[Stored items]

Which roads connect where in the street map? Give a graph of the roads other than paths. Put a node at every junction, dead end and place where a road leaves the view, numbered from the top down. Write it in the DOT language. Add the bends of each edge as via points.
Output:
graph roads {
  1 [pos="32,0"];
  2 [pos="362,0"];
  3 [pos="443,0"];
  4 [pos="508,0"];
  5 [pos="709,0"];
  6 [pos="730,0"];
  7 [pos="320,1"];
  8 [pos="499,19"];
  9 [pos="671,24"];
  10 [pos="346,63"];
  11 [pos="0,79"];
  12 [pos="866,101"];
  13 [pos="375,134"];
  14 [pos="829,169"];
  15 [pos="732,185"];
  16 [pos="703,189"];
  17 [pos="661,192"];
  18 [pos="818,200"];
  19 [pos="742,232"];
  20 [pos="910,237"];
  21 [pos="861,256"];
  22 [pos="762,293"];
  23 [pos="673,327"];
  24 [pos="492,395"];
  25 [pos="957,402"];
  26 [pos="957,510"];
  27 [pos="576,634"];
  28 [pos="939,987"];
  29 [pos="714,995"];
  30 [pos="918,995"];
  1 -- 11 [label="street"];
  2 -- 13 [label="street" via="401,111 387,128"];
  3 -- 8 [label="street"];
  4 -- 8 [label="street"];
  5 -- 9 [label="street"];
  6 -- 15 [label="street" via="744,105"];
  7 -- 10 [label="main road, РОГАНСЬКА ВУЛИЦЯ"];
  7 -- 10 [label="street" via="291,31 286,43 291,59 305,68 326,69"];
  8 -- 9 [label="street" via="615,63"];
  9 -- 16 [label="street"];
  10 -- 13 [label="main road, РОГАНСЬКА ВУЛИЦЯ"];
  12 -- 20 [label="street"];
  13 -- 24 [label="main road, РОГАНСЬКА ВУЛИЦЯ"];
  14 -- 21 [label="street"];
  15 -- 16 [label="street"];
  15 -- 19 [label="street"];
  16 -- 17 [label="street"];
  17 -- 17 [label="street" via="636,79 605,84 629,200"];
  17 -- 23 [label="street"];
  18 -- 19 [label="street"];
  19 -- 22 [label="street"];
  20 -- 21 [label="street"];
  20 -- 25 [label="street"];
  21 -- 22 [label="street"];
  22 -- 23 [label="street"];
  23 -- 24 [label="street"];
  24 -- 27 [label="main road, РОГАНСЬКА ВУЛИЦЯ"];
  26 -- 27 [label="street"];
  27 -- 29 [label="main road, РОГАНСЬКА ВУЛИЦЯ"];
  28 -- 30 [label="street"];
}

• Your assignment: Each record above needs to be transcribed word for word.

• Exercise result:
Which roads connect where in the street map? Give a graph of the roads other than paths. Put a node at every junction, dead end and place where a road leaves the view, numbered from the top down. Write it in the DOT language. Add the bends of each edge as via points.
Output:
graph roads {
  1 [pos="32,0"];
  2 [pos="362,0"];
  3 [pos="443,0"];
  4 [pos="508,0"];
  5 [pos="709,0"];
  6 [pos="730,0"];
  7 [pos="320,1"];
  8 [pos="499,19"];
  9 [pos="671,24"];
  10 [pos="346,63"];
  11 [pos="0,79"];
  12 [pos="866,101"];
  13 [pos="375,134"];
  14 [pos="829,169"];
  15 [pos="732,185"];
  16 [pos="703,189"];
  17 [pos="661,192"];
  18 [pos="818,200"];
  19 [pos="742,232"];
  20 [pos="910,237"];
  21 [pos="861,256"];
  22 [pos="762,293"];
  23 [pos="673,327"];
  24 [pos="492,395"];
  25 [pos="957,402"];
  26 [pos="957,510"];
  27 [pos="576,634"];
  28 [pos="939,987"];
  29 [pos="714,995"];
  30 [pos="918,995"];
  1 -- 11 [label="street"];
  2 -- 13 [label="street" via="401,111 387,128"];
  3 -- 8 [label="street"];
  4 -- 8 [label="street"];
  5 -- 9 [label="street"];
  6 -- 15 [label="street" via="744,105"];
  7 -- 10 [label="main road, РОГАНСЬКА ВУЛИЦЯ"];
  7 -- 10 [label="street" via="291,31 286,43 291,59 305,68 326,69"];
  8 -- 9 [label="street" via="615,63"];
  9 -- 16 [label="street"];
  10 -- 13 [label="main road, РОГАНСЬКА ВУЛИЦЯ"];
  12 -- 20 [label="street"];
  13 -- 24 [label="main road, РОГАНСЬКА ВУЛИЦЯ"];
  14 -- 21 [label="street"];
  15 -- 16 [label="street"];
  15 -- 19 [label="street"];
  16 -- 17 [label="street"];
  17 -- 17 [label="street" via="636,79 605,84 629,200"];
  17 -- 23 [label="street"];
  18 -- 19 [label="street"];
  19 -- 22 [label="street"];
  20 -- 21 [label="street"];
  20 -- 25 [label="street"];
  21 -- 22 [label="street"];
  22 -- 23 [label="street"];
  23 -- 24 [label="street"];
  24 -- 27 [label="main road, РОГАНСЬКА ВУЛИЦЯ"];
  26 -- 27 [label="street"];
  27 -- 29 [label="main road, РОГАНСЬКА ВУЛИЦЯ"];
  28 -- 30 [label="street"];
}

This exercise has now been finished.